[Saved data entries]
□ □ □ □ □
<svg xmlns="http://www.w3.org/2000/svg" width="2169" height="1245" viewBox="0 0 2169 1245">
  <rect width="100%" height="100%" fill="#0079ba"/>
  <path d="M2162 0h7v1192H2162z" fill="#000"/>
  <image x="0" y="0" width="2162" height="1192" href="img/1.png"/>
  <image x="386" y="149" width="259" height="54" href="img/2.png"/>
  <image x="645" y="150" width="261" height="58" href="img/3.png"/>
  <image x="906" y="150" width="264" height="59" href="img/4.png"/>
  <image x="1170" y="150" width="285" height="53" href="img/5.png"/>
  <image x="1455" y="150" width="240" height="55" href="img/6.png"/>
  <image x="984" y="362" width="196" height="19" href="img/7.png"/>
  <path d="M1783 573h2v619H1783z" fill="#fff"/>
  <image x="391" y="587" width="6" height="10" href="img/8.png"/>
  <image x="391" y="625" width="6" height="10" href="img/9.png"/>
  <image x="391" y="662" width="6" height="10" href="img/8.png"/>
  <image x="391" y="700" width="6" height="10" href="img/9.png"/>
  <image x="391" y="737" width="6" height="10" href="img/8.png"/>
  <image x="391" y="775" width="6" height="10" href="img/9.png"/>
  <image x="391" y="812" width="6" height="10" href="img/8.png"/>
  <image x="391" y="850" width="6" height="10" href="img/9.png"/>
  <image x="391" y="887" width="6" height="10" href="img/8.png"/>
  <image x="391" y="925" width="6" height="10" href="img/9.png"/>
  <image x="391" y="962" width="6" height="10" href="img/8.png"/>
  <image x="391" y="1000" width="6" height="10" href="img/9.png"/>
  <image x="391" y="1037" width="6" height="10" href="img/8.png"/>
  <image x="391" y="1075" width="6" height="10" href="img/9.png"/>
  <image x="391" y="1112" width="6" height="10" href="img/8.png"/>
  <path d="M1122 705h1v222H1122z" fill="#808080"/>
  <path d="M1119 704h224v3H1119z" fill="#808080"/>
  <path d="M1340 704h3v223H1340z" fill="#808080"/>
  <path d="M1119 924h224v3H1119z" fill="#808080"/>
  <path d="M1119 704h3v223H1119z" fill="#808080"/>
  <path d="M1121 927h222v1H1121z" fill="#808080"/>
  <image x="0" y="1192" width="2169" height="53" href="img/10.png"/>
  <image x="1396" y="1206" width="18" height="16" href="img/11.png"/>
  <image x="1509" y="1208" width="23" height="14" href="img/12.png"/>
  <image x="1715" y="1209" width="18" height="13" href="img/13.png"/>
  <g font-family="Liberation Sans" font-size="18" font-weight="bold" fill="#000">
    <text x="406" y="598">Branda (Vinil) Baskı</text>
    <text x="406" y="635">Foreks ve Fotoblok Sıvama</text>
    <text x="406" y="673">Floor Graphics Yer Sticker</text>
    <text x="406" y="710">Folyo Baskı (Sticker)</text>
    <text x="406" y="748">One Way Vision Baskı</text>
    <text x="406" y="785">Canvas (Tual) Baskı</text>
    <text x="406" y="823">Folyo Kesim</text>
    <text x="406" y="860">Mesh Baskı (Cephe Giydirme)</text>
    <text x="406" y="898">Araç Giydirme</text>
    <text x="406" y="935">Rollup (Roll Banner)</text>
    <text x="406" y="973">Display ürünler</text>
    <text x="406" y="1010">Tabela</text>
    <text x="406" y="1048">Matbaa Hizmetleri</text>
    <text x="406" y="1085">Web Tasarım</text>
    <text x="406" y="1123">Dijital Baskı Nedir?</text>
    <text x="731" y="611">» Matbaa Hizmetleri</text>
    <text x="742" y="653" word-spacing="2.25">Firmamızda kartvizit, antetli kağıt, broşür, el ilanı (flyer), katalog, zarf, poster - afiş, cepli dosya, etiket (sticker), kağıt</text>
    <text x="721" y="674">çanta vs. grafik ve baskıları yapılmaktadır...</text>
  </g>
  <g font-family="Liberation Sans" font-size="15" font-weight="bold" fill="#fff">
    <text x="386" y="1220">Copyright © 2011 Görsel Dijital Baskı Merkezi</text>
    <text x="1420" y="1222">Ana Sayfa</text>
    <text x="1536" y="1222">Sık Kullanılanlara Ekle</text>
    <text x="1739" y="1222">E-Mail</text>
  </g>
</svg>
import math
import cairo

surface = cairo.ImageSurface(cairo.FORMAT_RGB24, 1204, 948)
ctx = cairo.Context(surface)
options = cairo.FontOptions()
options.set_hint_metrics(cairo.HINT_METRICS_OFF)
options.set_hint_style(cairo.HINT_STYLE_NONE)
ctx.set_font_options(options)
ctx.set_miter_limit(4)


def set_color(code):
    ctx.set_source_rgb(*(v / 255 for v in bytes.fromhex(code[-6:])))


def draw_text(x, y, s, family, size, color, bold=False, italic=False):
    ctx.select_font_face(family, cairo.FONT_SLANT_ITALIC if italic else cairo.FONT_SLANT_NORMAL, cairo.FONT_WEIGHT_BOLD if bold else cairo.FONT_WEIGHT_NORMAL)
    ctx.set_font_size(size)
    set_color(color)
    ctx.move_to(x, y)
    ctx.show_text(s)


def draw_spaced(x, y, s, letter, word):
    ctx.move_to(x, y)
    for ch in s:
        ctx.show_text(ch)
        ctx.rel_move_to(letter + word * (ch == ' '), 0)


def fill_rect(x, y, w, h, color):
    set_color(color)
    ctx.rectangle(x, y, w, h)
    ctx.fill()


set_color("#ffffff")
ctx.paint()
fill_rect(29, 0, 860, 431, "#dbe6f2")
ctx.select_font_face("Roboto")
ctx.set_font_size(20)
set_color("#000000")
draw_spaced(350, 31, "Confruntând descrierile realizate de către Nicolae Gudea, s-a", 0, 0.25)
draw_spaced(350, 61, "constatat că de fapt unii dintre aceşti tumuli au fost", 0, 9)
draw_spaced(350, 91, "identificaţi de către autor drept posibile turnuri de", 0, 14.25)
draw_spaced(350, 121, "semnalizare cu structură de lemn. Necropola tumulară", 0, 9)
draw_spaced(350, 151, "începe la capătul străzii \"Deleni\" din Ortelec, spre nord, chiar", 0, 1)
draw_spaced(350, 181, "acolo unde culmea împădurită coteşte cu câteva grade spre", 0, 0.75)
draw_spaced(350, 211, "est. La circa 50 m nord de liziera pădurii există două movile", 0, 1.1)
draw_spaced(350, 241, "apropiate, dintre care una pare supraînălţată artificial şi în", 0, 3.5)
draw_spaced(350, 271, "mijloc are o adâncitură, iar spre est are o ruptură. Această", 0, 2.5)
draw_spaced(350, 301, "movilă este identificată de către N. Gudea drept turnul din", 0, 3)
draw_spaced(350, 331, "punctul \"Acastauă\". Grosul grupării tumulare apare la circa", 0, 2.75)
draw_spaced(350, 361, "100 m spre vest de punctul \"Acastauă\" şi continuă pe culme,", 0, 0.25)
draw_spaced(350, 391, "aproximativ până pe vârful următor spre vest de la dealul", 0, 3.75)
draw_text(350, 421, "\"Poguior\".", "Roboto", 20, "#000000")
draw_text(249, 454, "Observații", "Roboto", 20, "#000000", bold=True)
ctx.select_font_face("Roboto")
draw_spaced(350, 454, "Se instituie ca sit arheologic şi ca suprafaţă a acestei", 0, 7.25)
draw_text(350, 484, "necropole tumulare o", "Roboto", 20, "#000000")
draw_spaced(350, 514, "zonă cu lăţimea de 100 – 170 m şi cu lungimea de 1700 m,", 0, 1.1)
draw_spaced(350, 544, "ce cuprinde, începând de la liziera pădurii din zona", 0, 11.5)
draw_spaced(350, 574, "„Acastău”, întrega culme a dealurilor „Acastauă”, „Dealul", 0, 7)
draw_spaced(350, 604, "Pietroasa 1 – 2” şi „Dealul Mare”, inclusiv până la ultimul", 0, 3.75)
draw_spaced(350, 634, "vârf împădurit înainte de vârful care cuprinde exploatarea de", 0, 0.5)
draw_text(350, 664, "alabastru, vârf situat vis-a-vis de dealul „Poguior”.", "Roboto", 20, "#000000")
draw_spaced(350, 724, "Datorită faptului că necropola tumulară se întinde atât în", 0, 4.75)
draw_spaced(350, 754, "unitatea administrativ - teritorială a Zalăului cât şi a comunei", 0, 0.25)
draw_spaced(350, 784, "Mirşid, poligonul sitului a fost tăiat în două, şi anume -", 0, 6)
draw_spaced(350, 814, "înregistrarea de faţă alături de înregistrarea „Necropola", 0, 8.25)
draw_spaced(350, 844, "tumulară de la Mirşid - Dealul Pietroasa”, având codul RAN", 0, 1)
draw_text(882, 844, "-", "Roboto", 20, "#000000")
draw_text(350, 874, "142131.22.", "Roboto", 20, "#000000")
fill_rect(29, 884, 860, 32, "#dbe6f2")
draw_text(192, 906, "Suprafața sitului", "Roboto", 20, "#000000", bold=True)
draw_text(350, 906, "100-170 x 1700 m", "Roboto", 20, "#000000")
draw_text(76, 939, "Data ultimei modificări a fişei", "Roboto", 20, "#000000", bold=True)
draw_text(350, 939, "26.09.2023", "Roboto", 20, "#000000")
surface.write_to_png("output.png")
□ □ □ □ □
**DESCRIPTION OF THE TASK:** Number of lines above containing the word "options": state it and add nothing else.

**THE COMPLETED TASK:** 4